The records below must be written out exactly, with every picture left behind.

## TASK MATERIAL
------------------------------------------------
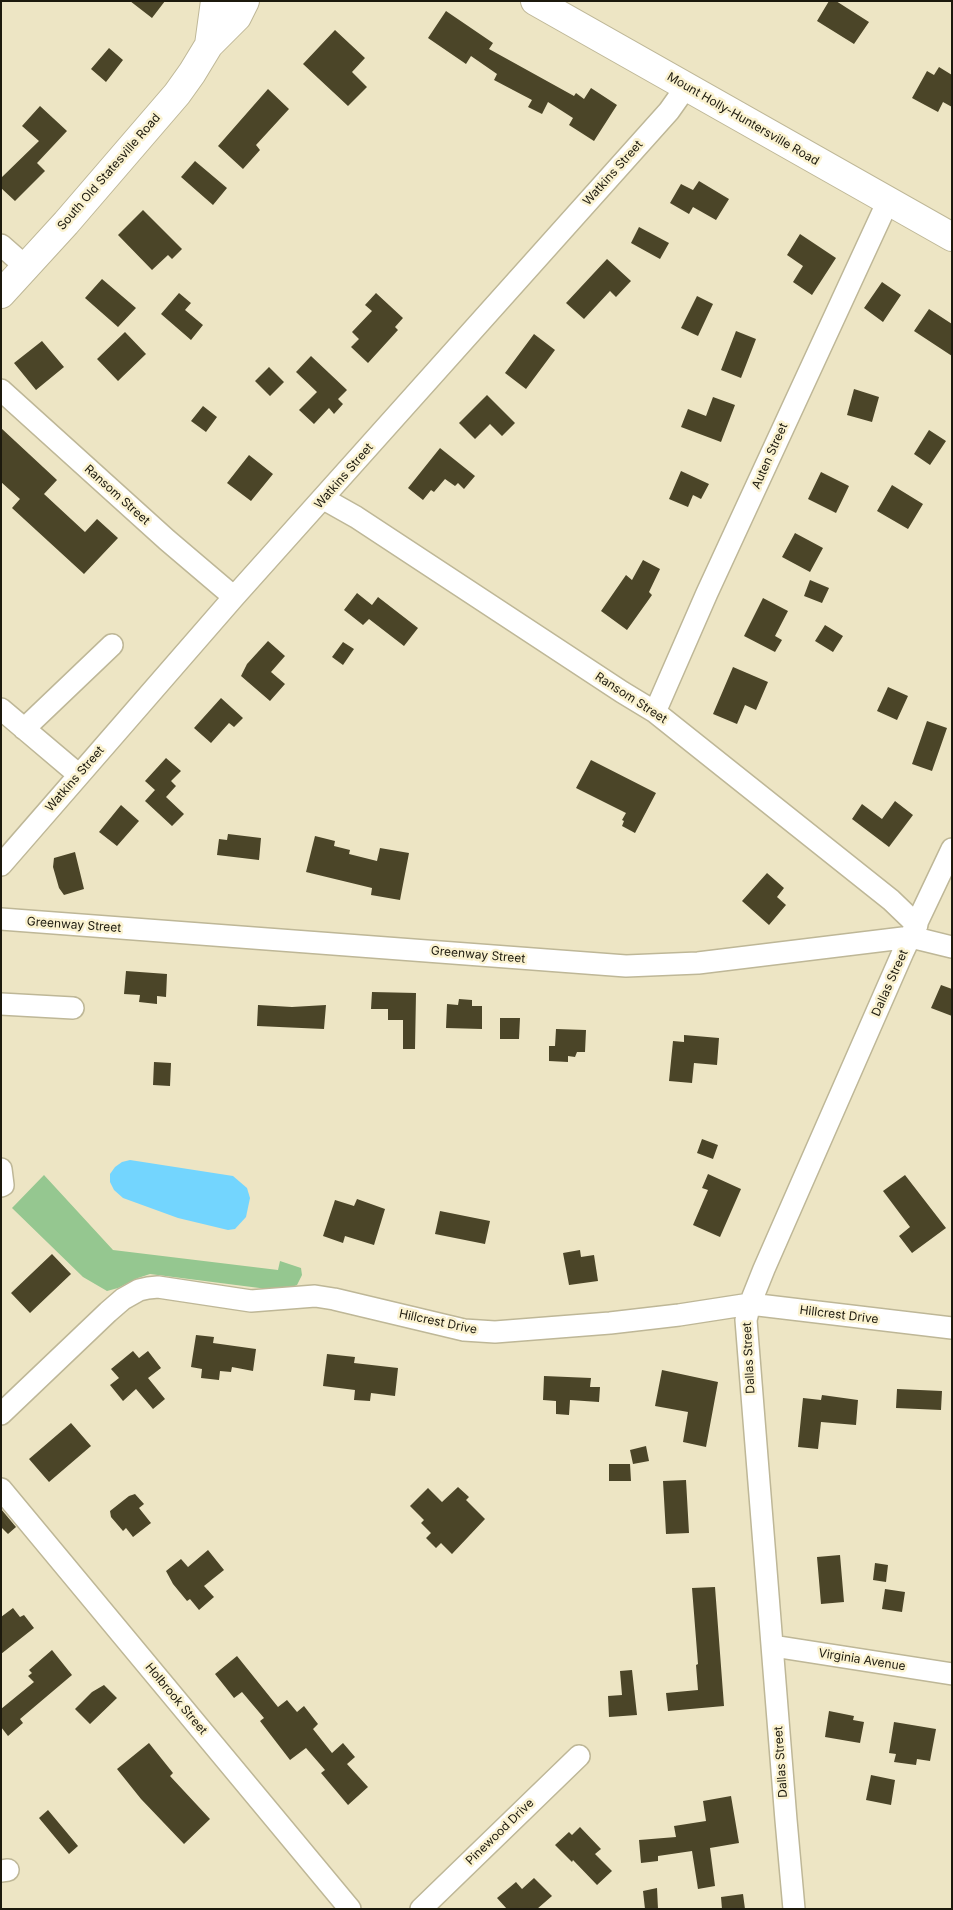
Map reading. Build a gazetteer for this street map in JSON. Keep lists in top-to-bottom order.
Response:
{
  "streets": {
    "main road": ["Mount Holly-Huntersville Road", "South Old Statesville Road"],
    "street": [
      "Watkins Street",
      "Auten Street",
      "Ransom Street",
      "Greenway Street",
      "Dallas Street",
      "Hillcrest Drive",
      "Virginia Avenue",
      "Holbrook Street",
      "Pinewood Drive"
    ]
  },
  "crossings": [
    ["Mount Holly-Huntersville Road", "Watkins Street"],
    ["Mount Holly-Huntersville Road", "Auten Street"],
    ["Watkins Street", "Ransom Street"],
    ["Auten Street", "Ransom Street"],
    ["Ransom Street", "Greenway Street"],
    ["Ransom Street", "Dallas Street"],
    ["Greenway Street", "Dallas Street"],
    ["Dallas Street", "Hillcrest Drive"],
    ["Dallas Street", "Virginia Avenue"]
  ]
}
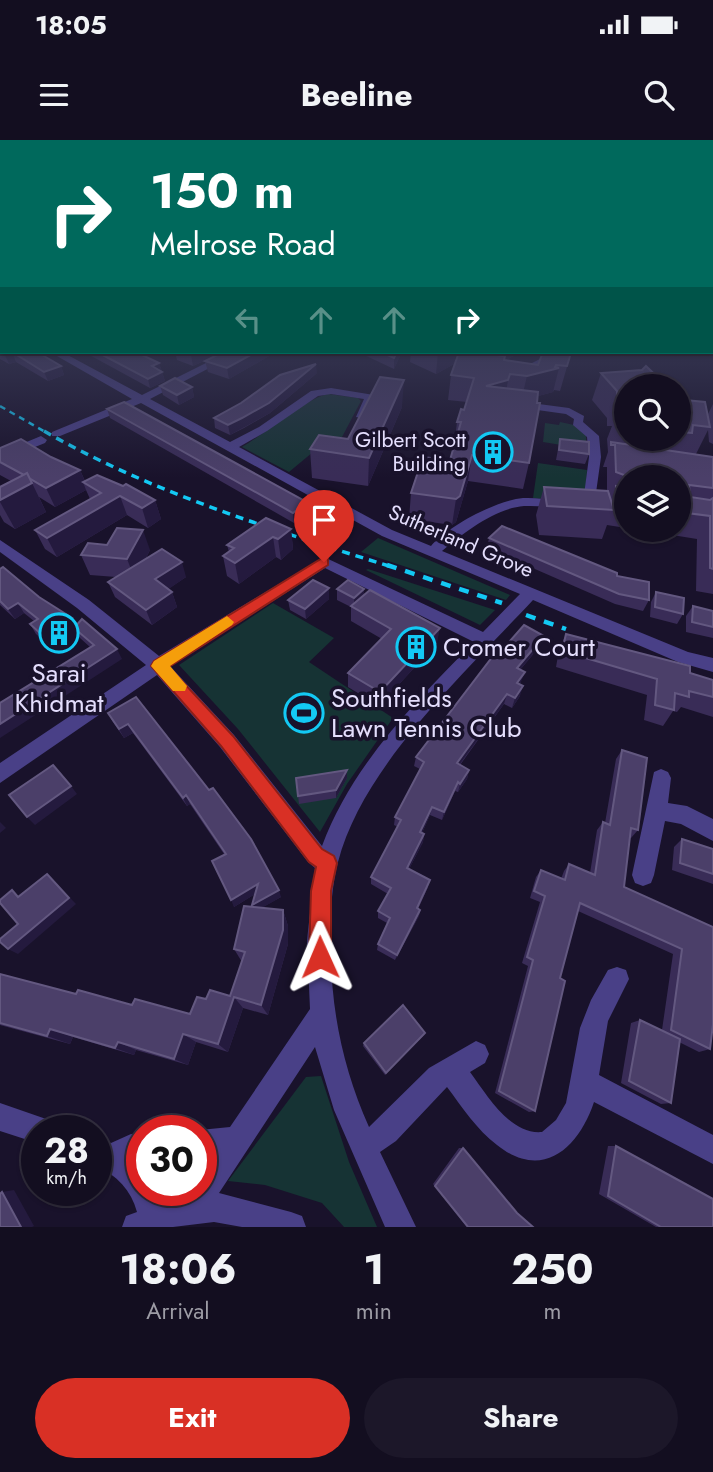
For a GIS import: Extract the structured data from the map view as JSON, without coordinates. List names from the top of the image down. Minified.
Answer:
------------------------------------------------
## REPLY
Map reading. Build a gazetteer for this street map in JSON. Keep lists in top-to-bottom order.
Response:
{
  "streets": {
    "main road": ["Mount Holly-Huntersville Road", "South Old Statesville Road"],
    "street": [
      "Watkins Street",
      "Auten Street",
      "Ransom Street",
      "Greenway Street",
      "Dallas Street",
      "Hillcrest Drive",
      "Virginia Avenue",
      "Holbrook Street",
      "Pinewood Drive"
    ]
  },
  "crossings": [
    ["Mount Holly-Huntersville Road", "Watkins Street"],
    ["Mount Holly-Huntersville Road", "Auten Street"],
    ["Watkins Street", "Ransom Street"],
    ["Auten Street", "Ransom Street"],
    ["Ransom Street", "Greenway Street"],
    ["Ransom Street", "Dallas Street"],
    ["Greenway Street", "Dallas Street"],
    ["Dallas Street", "Hillcrest Drive"],
    ["Dallas Street", "Virginia Avenue"]
  ]
}
For a GIS import: Extract the structured data from the map view as JSON, without coordinates. List names from the top of the image down. Minified.
Answer:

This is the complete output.